Prompt
What appears from the first line of the data below through the line containing "Quick job: Describe", both included, should be copied exactly, and nothing else.

(Data items)

◆ ◆ ◆

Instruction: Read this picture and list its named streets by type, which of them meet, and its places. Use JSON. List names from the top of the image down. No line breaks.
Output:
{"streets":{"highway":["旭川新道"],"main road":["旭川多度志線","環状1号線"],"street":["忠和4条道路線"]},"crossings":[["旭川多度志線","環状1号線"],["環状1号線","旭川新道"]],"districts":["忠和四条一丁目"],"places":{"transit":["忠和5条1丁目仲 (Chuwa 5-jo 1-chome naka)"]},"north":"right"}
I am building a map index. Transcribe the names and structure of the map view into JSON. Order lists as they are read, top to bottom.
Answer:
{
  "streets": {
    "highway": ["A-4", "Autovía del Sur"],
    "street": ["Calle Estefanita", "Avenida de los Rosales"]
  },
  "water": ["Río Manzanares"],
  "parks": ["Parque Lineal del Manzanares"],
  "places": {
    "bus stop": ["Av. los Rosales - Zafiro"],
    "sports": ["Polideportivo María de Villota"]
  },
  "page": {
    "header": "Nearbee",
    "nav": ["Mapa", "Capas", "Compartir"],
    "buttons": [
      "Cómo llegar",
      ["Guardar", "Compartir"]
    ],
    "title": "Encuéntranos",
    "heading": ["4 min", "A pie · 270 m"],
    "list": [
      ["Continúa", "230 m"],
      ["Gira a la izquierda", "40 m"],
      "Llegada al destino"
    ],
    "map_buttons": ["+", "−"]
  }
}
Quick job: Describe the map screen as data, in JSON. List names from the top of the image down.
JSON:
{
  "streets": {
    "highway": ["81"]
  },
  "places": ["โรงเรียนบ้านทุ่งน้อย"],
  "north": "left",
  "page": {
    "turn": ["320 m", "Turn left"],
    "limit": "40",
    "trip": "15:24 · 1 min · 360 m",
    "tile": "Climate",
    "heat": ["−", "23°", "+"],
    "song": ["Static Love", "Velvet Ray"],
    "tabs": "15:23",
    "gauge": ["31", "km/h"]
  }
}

◆ ◆ ◆

Response to this task
Instruction: Read this picture and list its named streets by type, which of them meet, and its places. Use JSON. List names from the top of the image down. No line breaks.
Output:
{"streets":{"highway":["旭川新道"],"main road":["旭川多度志線","環状1号線"],"street":["忠和4条道路線"]},"crossings":[["旭川多度志線","環状1号線"],["環状1号線","旭川新道"]],"districts":["忠和四条一丁目"],"places":{"transit":["忠和5条1丁目仲 (Chuwa 5-jo 1-chome naka)"]},"north":"right"}
I am building a map index. Transcribe the names and structure of the map view into JSON. Order lists as they are read, top to bottom.
Answer:
{
  "streets": {
    "highway": ["A-4", "Autovía del Sur"],
    "street": ["Calle Estefanita", "Avenida de los Rosales"]
  },
  "water": ["Río Manzanares"],
  "parks": ["Parque Lineal del Manzanares"],
  "places": {
    "bus stop": ["Av. los Rosales - Zafiro"],
    "sports": ["Polideportivo María de Villota"]
  },
  "page": {
    "header": "Nearbee",
    "nav": ["Mapa", "Capas", "Compartir"],
    "buttons": [
      "Cómo llegar",
      ["Guardar", "Compartir"]
    ],
    "title": "Encuéntranos",
    "heading": ["4 min", "A pie · 270 m"],
    "list": [
      ["Continúa", "230 m"],
      ["Gira a la izquierda", "40 m"],
      "Llegada al destino"
    ],
    "map_buttons": ["+", "−"]
  }
}
Quick job: Describe the map screen as data, in JSON. List names from the top of the image down.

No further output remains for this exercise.